Records to use:
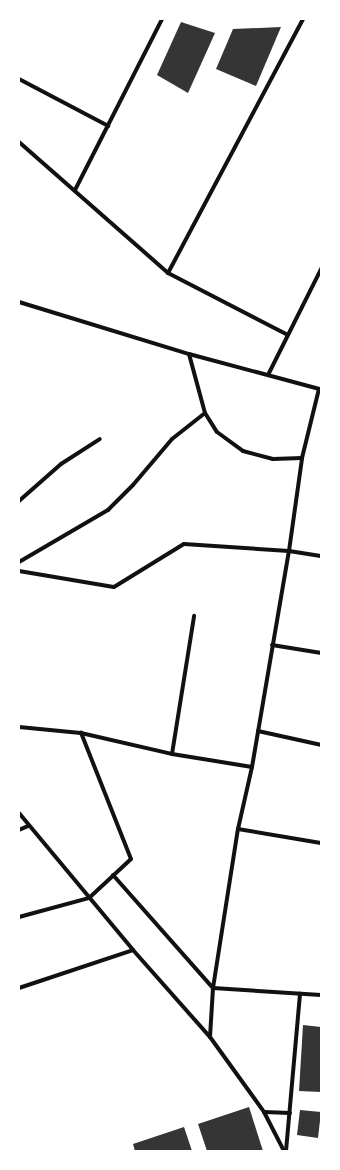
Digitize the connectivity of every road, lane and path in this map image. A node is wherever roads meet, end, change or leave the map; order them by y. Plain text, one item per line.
1 (162, 19) edge
2 (303, 19) edge
3 (19, 79) edge
4 (108, 126) junction
5 (19, 142) edge
6 (74, 190) junction
7 (321, 269) edge
8 (168, 273) junction
9 (19, 302) edge
10 (288, 334) junction
11 (189, 354) junction
12 (268, 375) junction
13 (320, 389) edge
14 (205, 413) junction
15 (100, 439) dead end
16 (302, 458) junction
17 (19, 501) edge
18 (289, 551) junction
19 (321, 556) edge
20 (19, 562) edge
21 (19, 571) edge
22 (194, 616) dead end
23 (272, 645) junction
24 (321, 653) edge
25 (19, 726) edge
26 (258, 731) junction
27 (80, 733) junction
28 (321, 745) edge
29 (172, 754) junction
30 (252, 767) junction
31 (19, 813) edge
32 (28, 826) junction
33 (238, 829) junction
34 (19, 830) edge
35 (321, 843) edge
36 (113, 875) junction
37 (90, 898) junction
38 (19, 917) edge
39 (133, 950) junction
40 (19, 988) edge
41 (212, 988) junction
42 (300, 994) junction
43 (321, 995) edge
44 (210, 1037) junction
45 (264, 1112) junction
46 (290, 1113) junction
47 (285, 1151) edge

1 - 4 street
2 - 8 street
3 - 4 street
4 - 6 street
5 - 6 street
6 - 8 street
7 - 10 street
8 - 10 street
9 - 11 street
10 - 12 street
11 - 12 street
11 - 14 street
12 - 13 street
13 - 16 street
14 - 16 street
14 - 20 street
15 - 17 street
16 - 18 street
18 - 19 street
18 - 21 street
18 - 23 street
22 - 29 street
23 - 24 street
23 - 26 street
25 - 27 street
26 - 28 street
26 - 30 street
27 - 29 street
27 - 36 street
29 - 30 street
30 - 33 street
31 - 32 street
32 - 34 street
32 - 37 street
33 - 35 street
33 - 41 street
36 - 37 street
36 - 41 street
37 - 38 street
37 - 39 street
39 - 40 street
39 - 44 street
41 - 42 street
41 - 44 street
42 - 43 street
42 - 46 street
44 - 45 street
45 - 46 street
45 - 47 street
46 - 47 street

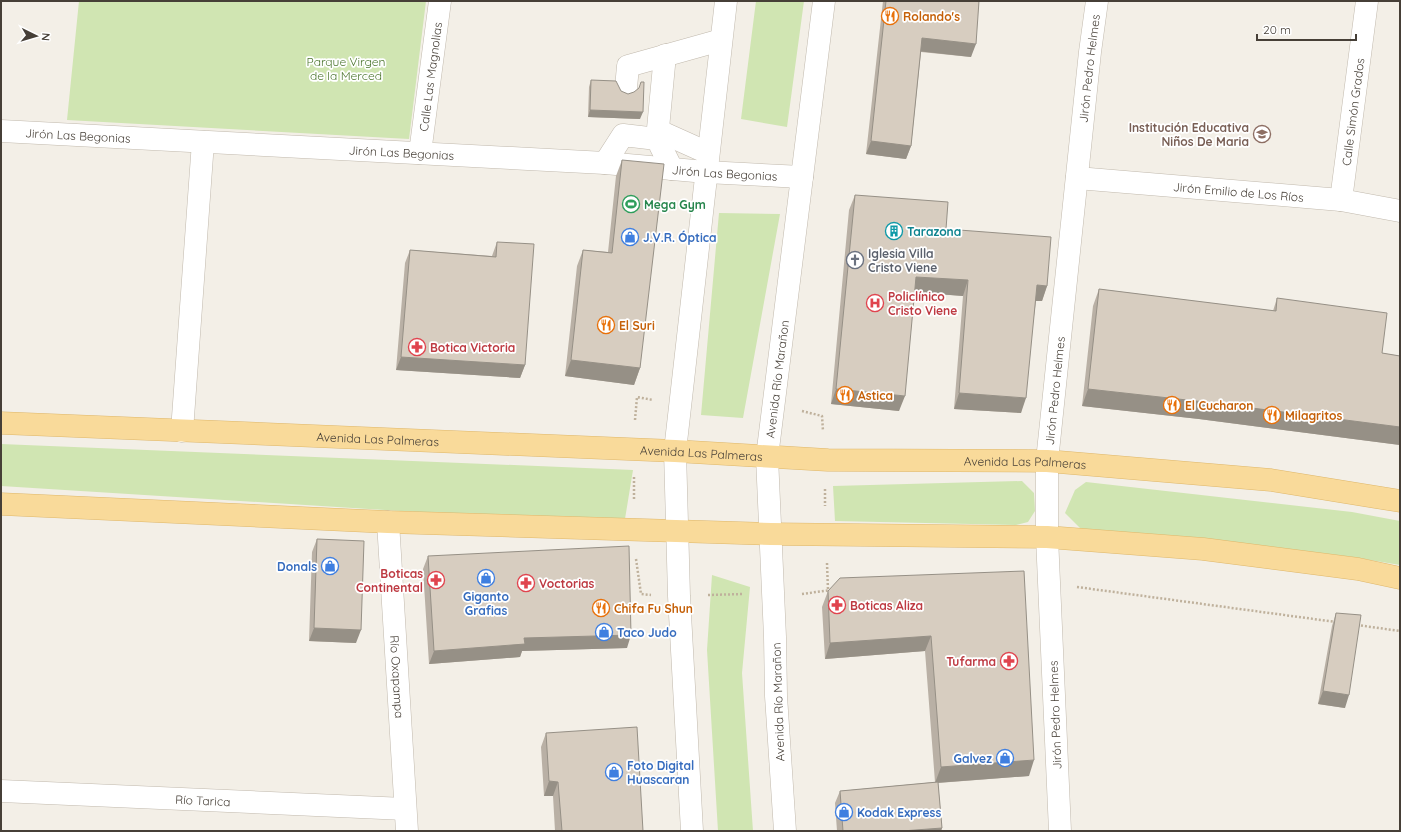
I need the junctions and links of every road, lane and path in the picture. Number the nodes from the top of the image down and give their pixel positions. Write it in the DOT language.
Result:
graph roads {
  1 [pos="440,1"];
  2 [pos="726,1"];
  3 [pos="824,1"];
  4 [pos="1097,1"];
  5 [pos="1367,1"];
  6 [pos="721,40"];
  7 [pos="665,55"];
  8 [pos="626,88"];
  9 [pos="1,131"];
  10 [pos="658,135"];
  11 [pos="203,142"];
  12 [pos="420,153"];
  13 [pos="605,163"];
  14 [pos="707,163"];
  15 [pos="672,169"];
  16 [pos="802,177"];
  17 [pos="1077,178"];
  18 [pos="1341,200"];
  19 [pos="1400,211"];
  20 [pos="655,400"];
  21 [pos="800,410"];
  22 [pos="634,421"];
  23 [pos="1,423"];
  24 [pos="182,431"];
  25 [pos="824,437"];
  26 [pos="675,450"];
  27 [pos="767,457"];
  28 [pos="1047,461"];
  29 [pos="634,475"];
  30 [pos="825,486"];
  31 [pos="1400,501"];
  32 [pos="1,504"];
  33 [pos="634,506"];
  34 [pos="826,514"];
  35 [pos="388,522"];
  36 [pos="677,531"];
  37 [pos="771,534"];
  38 [pos="1047,537"];
  39 [pos="636,558"];
  40 [pos="827,561"];
  41 [pos="1400,578"];
  42 [pos="1049,584"];
  43 [pos="828,590"];
  44 [pos="836,590"];
  45 [pos="641,594"];
  46 [pos="747,594"];
  47 [pos="802,594"];
  48 [pos="708,595"];
  49 [pos="1340,622"];
  50 [pos="1355,624"];
  51 [pos="1400,631"];
  52 [pos="1,791"];
  53 [pos="405,809"];
  54 [pos="407,831"];
  55 [pos="692,831"];
  56 [pos="785,831"];
  57 [pos="1060,831"];
  1 -- 12 [label="street, Calle Las Magnolias"];
  2 -- 6 [label="street"];
  3 -- 16 [label="street, Avenida Río Marañon"];
  4 -- 17 [label="street, Jirón Pedro Helmes"];
  5 -- 18 [label="street, Calle Simón Grados"];
  6 -- 7 [label="street"];
  6 -- 14 [label="street"];
  7 -- 8 [label="street"];
  7 -- 10 [label="street"];
  9 -- 11 [label="street, Jirón Las Begonias"];
  10 -- 13 [label="street"];
  10 -- 14 [label="street"];
  10 -- 15 [label="street"];
  11 -- 12 [label="street, Jirón Las Begonias"];
  11 -- 24 [label="street"];
  12 -- 13 [label="street, Jirón Las Begonias"];
  13 -- 15 [label="street, Jirón Las Begonias"];
  14 -- 15 [label="street, Jirón Las Begonias"];
  14 -- 16 [label="street, Jirón Las Begonias"];
  14 -- 26 [label="street"];
  16 -- 27 [label="street, Avenida Río Marañon"];
  17 -- 18 [label="street, Jirón Emilio de Los Ríos"];
  17 -- 28 [label="street, Jirón Pedro Helmes"];
  18 -- 19 [label="street, Jirón Emilio de Los Ríos"];
  20 -- 22 [label="path"];
  21 -- 25 [label="path"];
  23 -- 24 [label="main road, Avenida Las Palmeras"];
  24 -- 26 [label="main road, Avenida Las Palmeras"];
  26 -- 27 [label="main road, Avenida Las Palmeras"];
  26 -- 36 [label="street"];
  27 -- 28 [label="main road, Avenida Las Palmeras"];
  27 -- 37 [label="street, Avenida Río Marañon"];
  28 -- 31 [label="main road, Avenida Las Palmeras"];
  28 -- 38 [label="street, Jirón Pedro Helmes"];
  29 -- 33 [label="path"];
  30 -- 34 [label="path"];
  32 -- 35 [label="main road"];
  35 -- 36 [label="main road"];
  35 -- 53 [label="street, Río Oxapampa"];
  36 -- 37 [label="main road"];
  36 -- 55 [label="street"];
  37 -- 38 [label="main road"];
  37 -- 56 [label="street, Avenida Río Marañon"];
  38 -- 41 [label="main road"];
  38 -- 42 [label="street, Jirón Pedro Helmes"];
  39 -- 45 [label="path"];
  40 -- 43 [label="path"];
  42 -- 49 [label="path"];
  42 -- 57 [label="street, Jirón Pedro Helmes"];
  43 -- 44 [label="path"];
  43 -- 47 [label="path"];
  46 -- 48 [label="path"];
  50 -- 51 [label="path"];
  52 -- 53 [label="street, Río Tarica"];
  53 -- 54 [label="street, Río Oxapampa"];
}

What this task involves:
Your response should contain each line of the listing in which the word "main" occurs.

Output for this task:
  23 -- 24 [label="main road, Avenida Las Palmeras"];
  24 -- 26 [label="main road, Avenida Las Palmeras"];
  26 -- 27 [label="main road, Avenida Las Palmeras"];
  27 -- 28 [label="main road, Avenida Las Palmeras"];
  28 -- 31 [label="main road, Avenida Las Palmeras"];
  32 -- 35 [label="main road"];
  35 -- 36 [label="main road"];
  36 -- 37 [label="main road"];
  37 -- 38 [label="main road"];
  38 -- 41 [label="main road"];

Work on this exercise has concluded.